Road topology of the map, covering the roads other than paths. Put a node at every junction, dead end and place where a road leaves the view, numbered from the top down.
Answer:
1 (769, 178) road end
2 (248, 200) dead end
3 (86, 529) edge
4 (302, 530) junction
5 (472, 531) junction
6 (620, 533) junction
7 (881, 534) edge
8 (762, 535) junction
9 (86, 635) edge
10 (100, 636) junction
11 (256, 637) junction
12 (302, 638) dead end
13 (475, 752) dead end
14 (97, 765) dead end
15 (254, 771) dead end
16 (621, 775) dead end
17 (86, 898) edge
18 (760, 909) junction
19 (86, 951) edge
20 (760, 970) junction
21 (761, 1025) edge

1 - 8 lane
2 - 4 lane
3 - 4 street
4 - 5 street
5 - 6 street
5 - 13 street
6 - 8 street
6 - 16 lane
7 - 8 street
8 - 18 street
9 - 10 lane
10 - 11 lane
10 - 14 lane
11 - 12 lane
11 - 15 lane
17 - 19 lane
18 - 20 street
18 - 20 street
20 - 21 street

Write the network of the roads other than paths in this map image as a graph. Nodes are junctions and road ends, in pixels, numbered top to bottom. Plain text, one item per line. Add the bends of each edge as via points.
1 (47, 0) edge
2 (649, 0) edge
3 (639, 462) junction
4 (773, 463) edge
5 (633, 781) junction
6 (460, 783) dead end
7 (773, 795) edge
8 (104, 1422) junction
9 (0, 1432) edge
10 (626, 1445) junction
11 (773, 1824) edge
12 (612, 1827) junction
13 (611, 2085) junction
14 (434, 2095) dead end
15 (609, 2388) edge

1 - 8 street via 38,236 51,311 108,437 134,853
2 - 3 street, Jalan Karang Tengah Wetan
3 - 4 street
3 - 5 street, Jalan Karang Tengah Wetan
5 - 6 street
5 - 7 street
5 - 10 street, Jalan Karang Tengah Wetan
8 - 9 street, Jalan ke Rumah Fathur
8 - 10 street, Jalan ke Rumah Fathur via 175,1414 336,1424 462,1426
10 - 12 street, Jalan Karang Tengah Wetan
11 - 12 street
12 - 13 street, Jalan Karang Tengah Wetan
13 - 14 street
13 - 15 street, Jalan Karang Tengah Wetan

* [Work instructions] Every word in the records must appear in your copy exactly as it does above.

* [Exercise result]
Road topology of the map, covering the roads other than paths. Put a node at every junction, dead end and place where a road leaves the view, numbered from the top down.
Answer:
1 (769, 178) road end
2 (248, 200) dead end
3 (86, 529) edge
4 (302, 530) junction
5 (472, 531) junction
6 (620, 533) junction
7 (881, 534) edge
8 (762, 535) junction
9 (86, 635) edge
10 (100, 636) junction
11 (256, 637) junction
12 (302, 638) dead end
13 (475, 752) dead end
14 (97, 765) dead end
15 (254, 771) dead end
16 (621, 775) dead end
17 (86, 898) edge
18 (760, 909) junction
19 (86, 951) edge
20 (760, 970) junction
21 (761, 1025) edge

1 - 8 lane
2 - 4 lane
3 - 4 street
4 - 5 street
5 - 6 street
5 - 13 street
6 - 8 street
6 - 16 lane
7 - 8 street
8 - 18 street
9 - 10 lane
10 - 11 lane
10 - 14 lane
11 - 12 lane
11 - 15 lane
17 - 19 lane
18 - 20 street
18 - 20 street
20 - 21 street

Write the network of the roads other than paths in this map image as a graph. Nodes are junctions and road ends, in pixels, numbered top to bottom. Plain text, one item per line. Add the bends of each edge as via points.
1 (47, 0) edge
2 (649, 0) edge
3 (639, 462) junction
4 (773, 463) edge
5 (633, 781) junction
6 (460, 783) dead end
7 (773, 795) edge
8 (104, 1422) junction
9 (0, 1432) edge
10 (626, 1445) junction
11 (773, 1824) edge
12 (612, 1827) junction
13 (611, 2085) junction
14 (434, 2095) dead end
15 (609, 2388) edge

1 - 8 street via 38,236 51,311 108,437 134,853
2 - 3 street, Jalan Karang Tengah Wetan
3 - 4 street
3 - 5 street, Jalan Karang Tengah Wetan
5 - 6 street
5 - 7 street
5 - 10 street, Jalan Karang Tengah Wetan
8 - 9 street, Jalan ke Rumah Fathur
8 - 10 street, Jalan ke Rumah Fathur via 175,1414 336,1424 462,1426
10 - 12 street, Jalan Karang Tengah Wetan
11 - 12 street
12 - 13 street, Jalan Karang Tengah Wetan
13 - 14 street
13 - 15 street, Jalan Karang Tengah Wetan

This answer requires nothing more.